- **Your assignment**
From the entries below, copy every line holding the word "that".

Segment Start: Records for this exercise

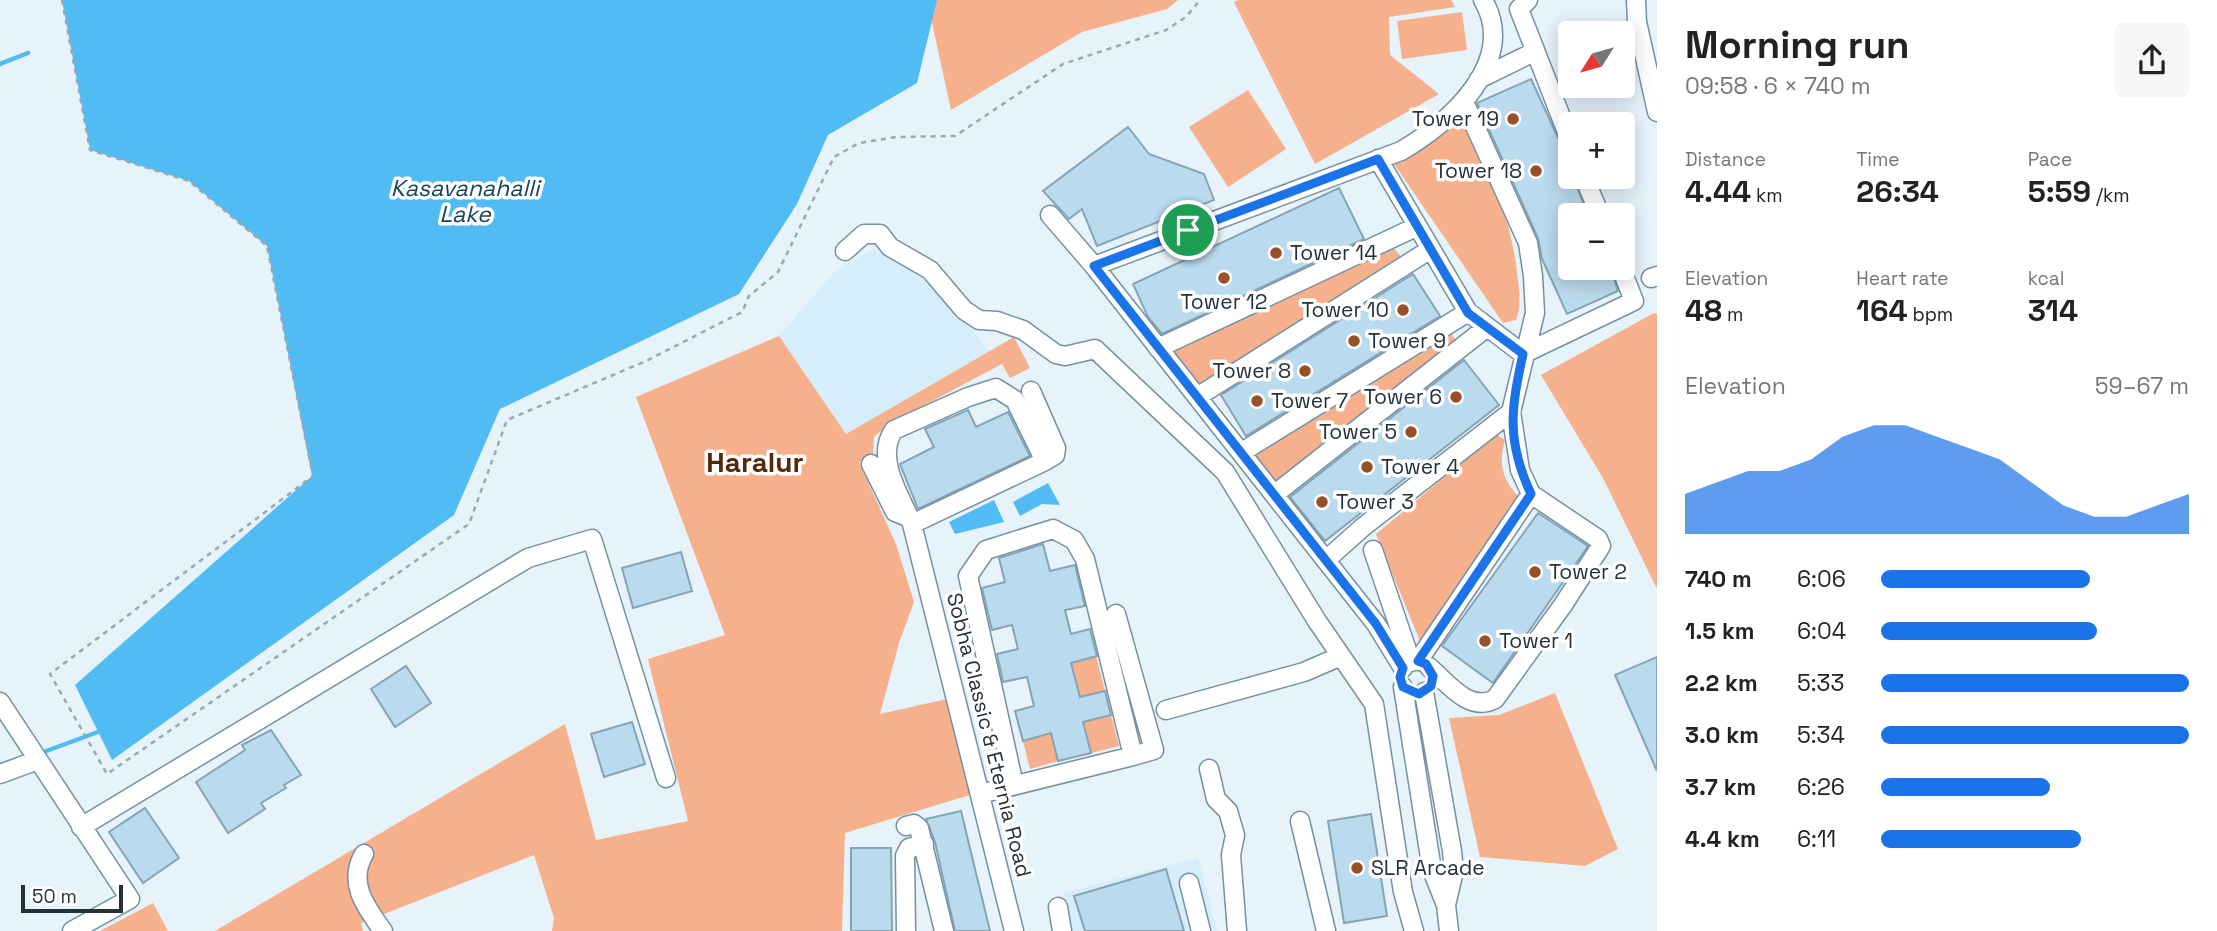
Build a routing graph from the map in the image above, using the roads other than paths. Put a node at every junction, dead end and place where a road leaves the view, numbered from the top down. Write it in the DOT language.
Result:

Segment End: Records for this exercise
Segment Start: Records for this exercise

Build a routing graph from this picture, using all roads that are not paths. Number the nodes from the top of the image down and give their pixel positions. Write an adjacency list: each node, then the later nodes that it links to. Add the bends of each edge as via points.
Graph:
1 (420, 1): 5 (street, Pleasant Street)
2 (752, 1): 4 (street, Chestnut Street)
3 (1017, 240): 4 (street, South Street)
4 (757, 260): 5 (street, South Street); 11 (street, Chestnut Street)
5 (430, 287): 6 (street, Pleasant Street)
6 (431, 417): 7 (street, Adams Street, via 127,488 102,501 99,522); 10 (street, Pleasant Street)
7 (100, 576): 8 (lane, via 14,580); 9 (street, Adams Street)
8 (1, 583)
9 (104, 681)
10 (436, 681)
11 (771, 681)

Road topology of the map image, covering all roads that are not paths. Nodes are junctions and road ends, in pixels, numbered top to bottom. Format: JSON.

Segment End: Records for this exercise
Segment Start: Records for this exercise

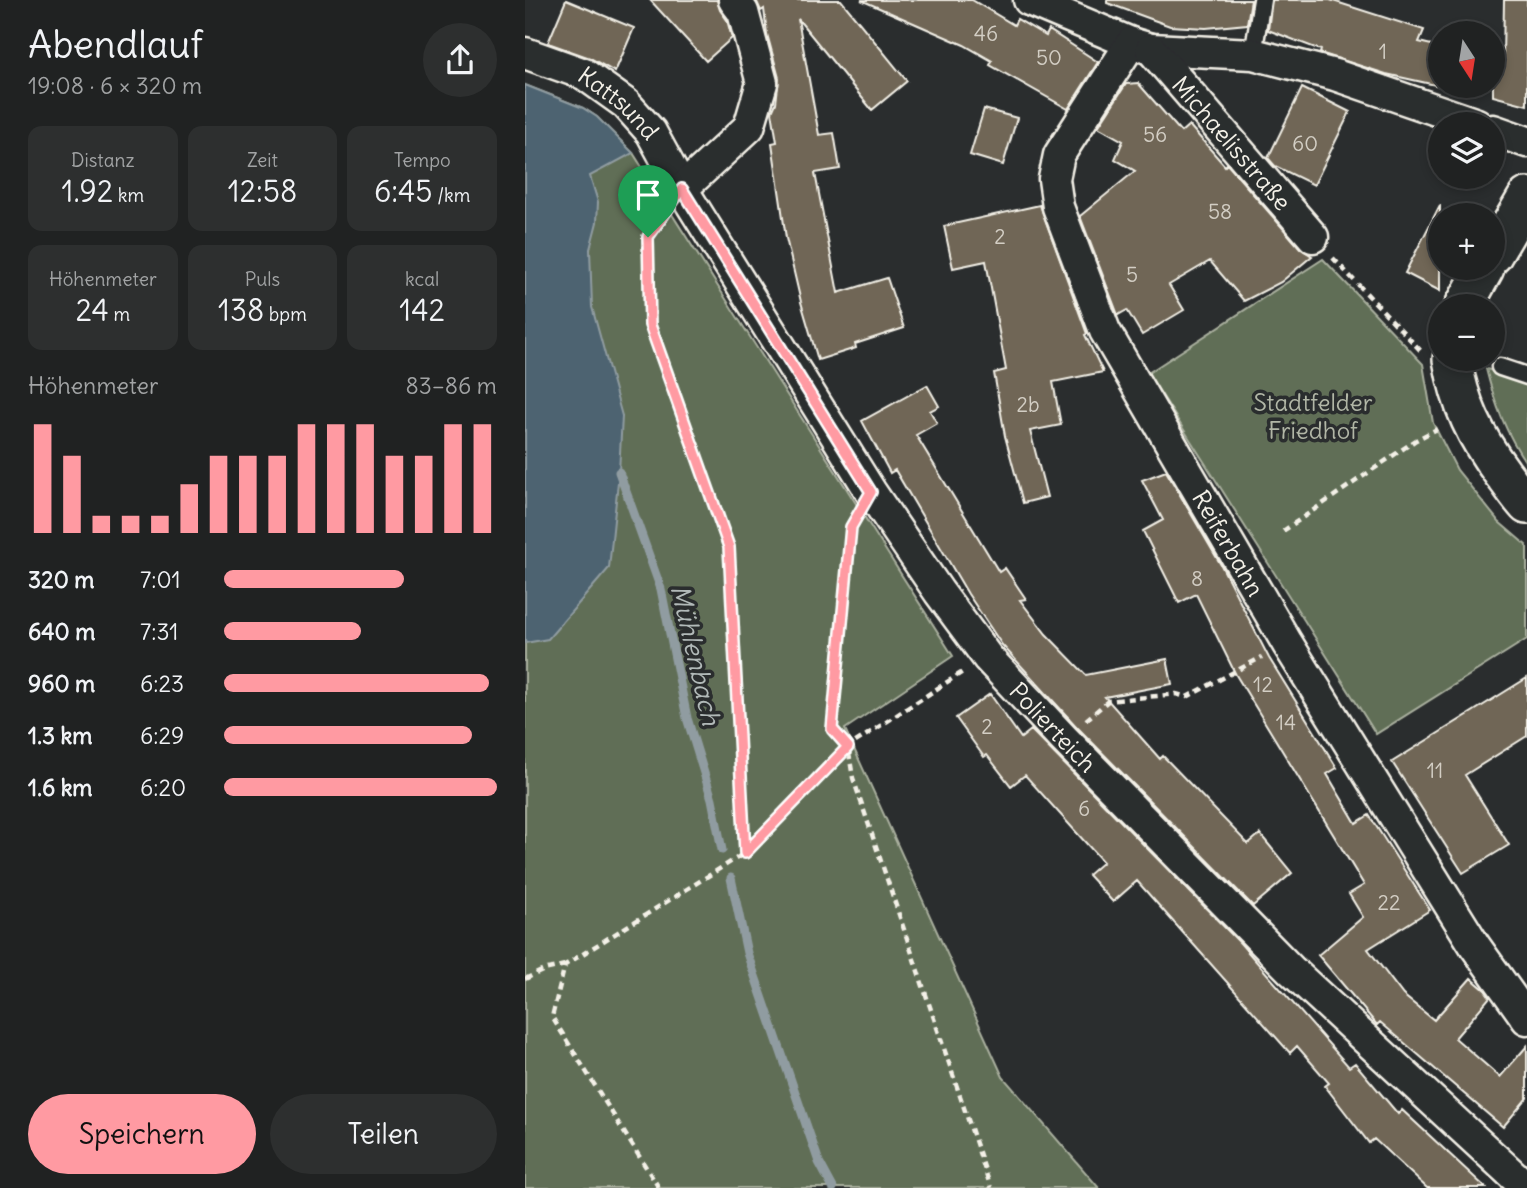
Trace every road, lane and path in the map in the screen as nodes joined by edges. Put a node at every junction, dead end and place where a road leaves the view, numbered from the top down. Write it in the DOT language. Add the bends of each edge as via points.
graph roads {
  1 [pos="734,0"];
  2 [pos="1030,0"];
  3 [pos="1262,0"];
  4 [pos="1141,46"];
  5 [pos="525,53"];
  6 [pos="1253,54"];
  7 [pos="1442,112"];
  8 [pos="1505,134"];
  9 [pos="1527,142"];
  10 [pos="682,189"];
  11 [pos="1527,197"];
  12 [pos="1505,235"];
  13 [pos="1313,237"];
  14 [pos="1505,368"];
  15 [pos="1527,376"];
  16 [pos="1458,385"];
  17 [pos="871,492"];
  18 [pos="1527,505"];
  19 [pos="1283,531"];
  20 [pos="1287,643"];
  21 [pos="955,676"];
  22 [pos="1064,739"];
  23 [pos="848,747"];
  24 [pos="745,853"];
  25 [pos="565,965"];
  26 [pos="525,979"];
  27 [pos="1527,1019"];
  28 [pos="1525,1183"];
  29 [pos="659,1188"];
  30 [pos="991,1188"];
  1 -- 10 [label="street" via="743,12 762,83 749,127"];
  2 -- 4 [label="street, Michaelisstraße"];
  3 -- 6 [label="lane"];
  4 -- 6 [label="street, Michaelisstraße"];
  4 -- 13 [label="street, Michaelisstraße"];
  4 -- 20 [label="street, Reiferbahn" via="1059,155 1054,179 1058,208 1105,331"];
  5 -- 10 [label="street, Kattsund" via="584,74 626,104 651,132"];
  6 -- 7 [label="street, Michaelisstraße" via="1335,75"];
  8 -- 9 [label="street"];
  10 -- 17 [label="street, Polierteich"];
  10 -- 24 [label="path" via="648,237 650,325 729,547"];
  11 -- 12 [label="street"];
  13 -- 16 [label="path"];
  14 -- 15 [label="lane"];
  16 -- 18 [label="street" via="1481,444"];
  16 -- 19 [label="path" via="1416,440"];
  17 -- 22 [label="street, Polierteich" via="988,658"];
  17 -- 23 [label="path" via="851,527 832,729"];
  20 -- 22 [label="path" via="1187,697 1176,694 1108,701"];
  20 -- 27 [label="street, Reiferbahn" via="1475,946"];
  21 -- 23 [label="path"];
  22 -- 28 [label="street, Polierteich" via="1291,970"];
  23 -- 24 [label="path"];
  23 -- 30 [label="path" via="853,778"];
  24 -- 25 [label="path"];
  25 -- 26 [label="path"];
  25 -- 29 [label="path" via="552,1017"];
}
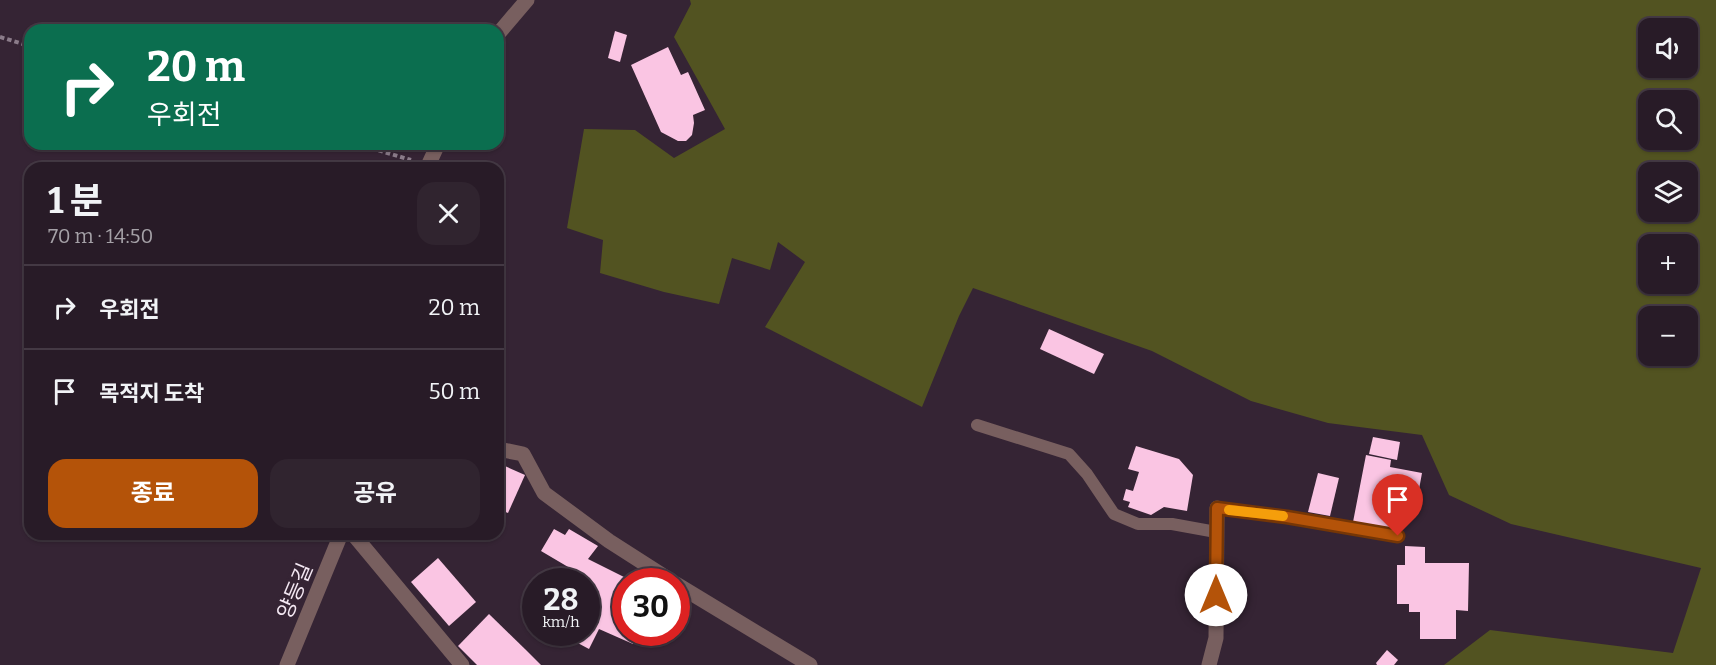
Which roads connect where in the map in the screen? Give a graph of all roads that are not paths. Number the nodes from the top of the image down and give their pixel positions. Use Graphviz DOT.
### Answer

Segment End: Records for this exercise

- **Answer for this exercise**
Build a routing graph from this picture, using all roads that are not paths. Number the nodes from the top of the image down and give their pixel positions. Write an adjacency list: each node, then the later nodes that it links to. Add the bends of each edge as via points.
Road topology of the map image, covering all roads that are not paths. Nodes are junctions and road ends, in pixels, numbered top to bottom. Format: JSON.
Which roads connect where in the map in the screen? Give a graph of all roads that are not paths. Number the nodes from the top of the image down and give their pixel positions. Use Graphviz DOT.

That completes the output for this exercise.